### Exercise prompt
Go through the listing below and count each line with the word "East" in it; return only the count.

### Entries supplied
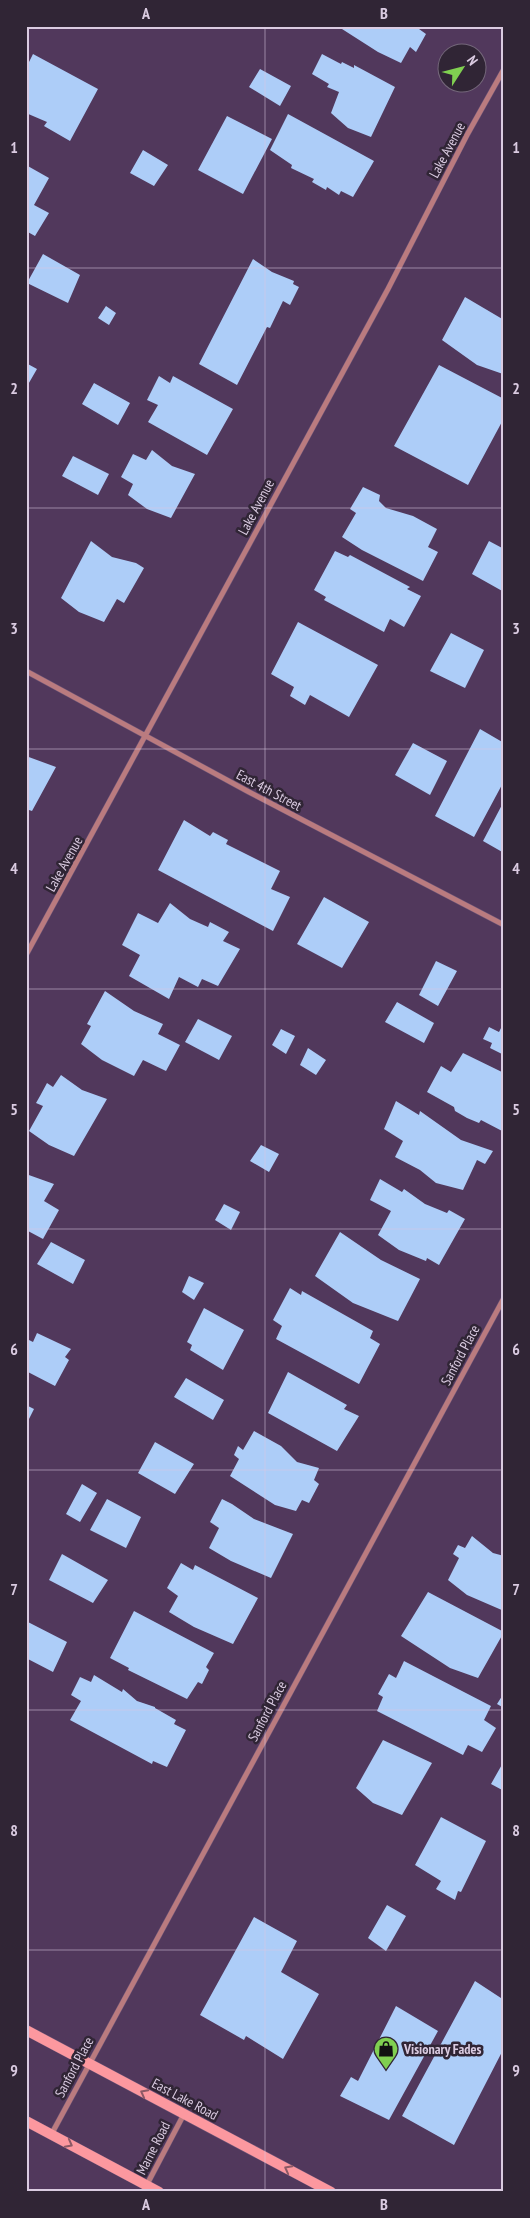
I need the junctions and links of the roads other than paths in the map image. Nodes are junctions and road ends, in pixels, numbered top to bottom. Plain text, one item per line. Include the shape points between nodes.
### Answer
1 (504, 69) edge
2 (26, 671) edge
3 (146, 736) junction
4 (504, 925) edge
5 (26, 955) edge
6 (504, 1298) edge
7 (26, 2030) edge
8 (89, 2063) junction
9 (184, 2114) junction
10 (26, 2121) edge
11 (50, 2135) junction
12 (145, 2189) edge
13 (159, 2192) edge
14 (331, 2192) edge

1 - 3 street, Lake Avenue
2 - 3 street, East 4th Street
3 - 4 street, East 4th Street
3 - 5 street, Lake Avenue
6 - 8 street, Sanford Place
7 - 8 main road, East Lake Road
9 -> 8 main road, East Lake Road
8 - 11 street, Sanford Place
9 - 12 street, Marne Road
14 -> 9 main road, East Lake Road
10 - 11 main road
11 -> 12 main road
12 - 13 main road

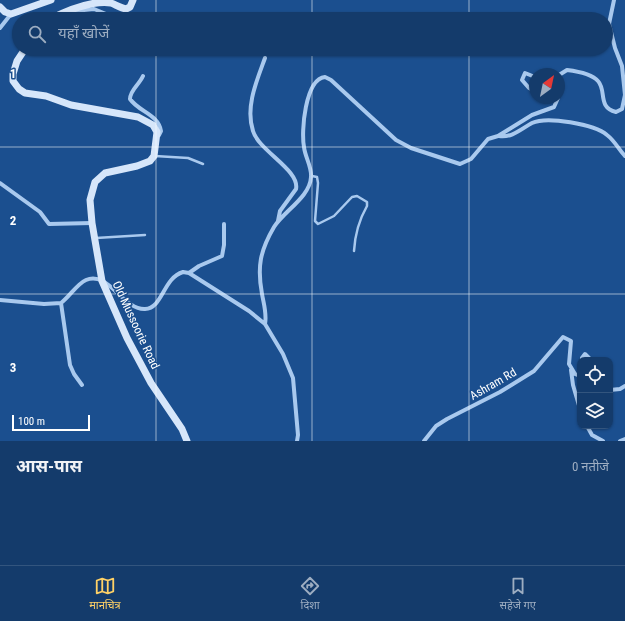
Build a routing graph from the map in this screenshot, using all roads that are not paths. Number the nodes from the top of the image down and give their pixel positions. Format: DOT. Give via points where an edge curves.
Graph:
graph roads {
  1 [pos="51,0"];
  2 [pos="133,0"];
  3 [pos="614,0"];
  4 [pos="0,7"];
  5 [pos="70,11"];
  6 [pos="17,12"];
  7 [pos="101,12"];
  8 [pos="612,12"];
  9 [pos="11,14"];
  10 [pos="0,28"];
  11 [pos="613,40"];
  12 [pos="20,56"];
  13 [pos="265,58"];
  14 [pos="565,71"];
  15 [pos="529,74"];
  16 [pos="143,76"];
  17 [pos="529,88"];
  18 [pos="555,104"];
  19 [pos="158,136"];
  20 [pos="498,136"];
  21 [pos="154,156"];
  22 [pos="625,156"];
  23 [pos="203,164"];
  24 [pos="312,176"];
  25 [pos="0,183"];
  26 [pos="278,221"];
  27 [pos="92,223"];
  28 [pos="224,224"];
  29 [pos="145,235"];
  30 [pos="95,238"];
  31 [pos="354,251"];
  32 [pos="189,273"];
  33 [pos="102,281"];
  34 [pos="0,300"];
  35 [pos="61,303"];
  36 [pos="265,324"];
  37 [pos="571,369"];
  38 [pos="577,375"];
  39 [pos="82,385"];
  40 [pos="625,386"];
  41 [pos="613,390"];
  42 [pos="577,399"];
  43 [pos="589,429"];
  44 [pos="625,439"];
  45 [pos="187,441"];
  46 [pos="297,441"];
  47 [pos="424,441"];
  48 [pos="603,441"];
  49 [pos="620,441"];
  1 -- 6 [label="main road"];
  2 -- 5 [label="main road" via="126,10 102,2"];
  3 -- 8 [label="street"];
  4 -- 9 [label="main road"];
  5 -- 7 [label="street" via="94,9"];
  9 -- 10 [label="street"];
  11 -- 14 [label="street" via="622,66 622,109 616,112 606,106 602,100 600,85 594,78"];
  12 -- 19 [label="main road" via="13,81 25,93 46,96 71,105 138,117 154,126"];
  13 -- 26 [label="street" via="253,94 252,130 257,140 292,175 297,185 280,211"];
  15 -- 17 [label="street" via="525,72 522,80"];
  16 -- 19 [label="street" via="132,91 130,99 138,109 148,113 158,122"];
  18 -- 20 [label="street"];
  19 -- 21 [label="main road"];
  20 -- 22 [label="street" via="509,136 540,121 580,125 595,128 608,136"];
  20 -- 24 [label="street" via="488,139 478,152 464,163 421,152 396,140 346,92 331,80 321,77 312,87 305,120 304,149"];
  21 -- 23 [label="lane" via="188,158"];
  21 -- 27 [label="main road, Old Mussoorie Road" via="144,164 106,173 98,179 92,188 90,200"];
  24 -- 26 [label="street" via="305,192"];
  24 -- 31 [label="lane" via="317,177 318,183 315,221 318,224 334,216 352,197 357,196 367,202 355,237"];
  25 -- 27 [label="street" via="40,212 49,224"];
  26 -- 36 [label="street" via="260,256"];
  27 -- 30 [label="main road, Old Mussoorie Road"];
  28 -- 32 [label="street" via="222,256 198,266"];
  29 -- 30 [label="lane"];
  30 -- 33 [label="main road, Old Mussoorie Road"];
  32 -- 33 [label="street" via="183,272 172,277 158,301 146,309 133,306"];
  32 -- 36 [label="street"];
  33 -- 35 [label="street" via="94,278 87,280"];
  33 -- 45 [label="main road, Old Mussoorie Road" via="127,338"];
  34 -- 35 [label="street"];
  35 -- 39 [label="street" via="70,365"];
  36 -- 46 [label="street" via="283,354 293,378"];
  37 -- 38 [label="street"];
  37 -- 42 [label="street"];
  37 -- 47 [label="street, Ashram Rd" via="569,364 572,343 563,337 534,371 436,426"];
  40 -- 41 [label="street"];
  43 -- 48 [label="street" via="592,435"];
  44 -- 49 [label="street"];
}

### Solution for this exercise
5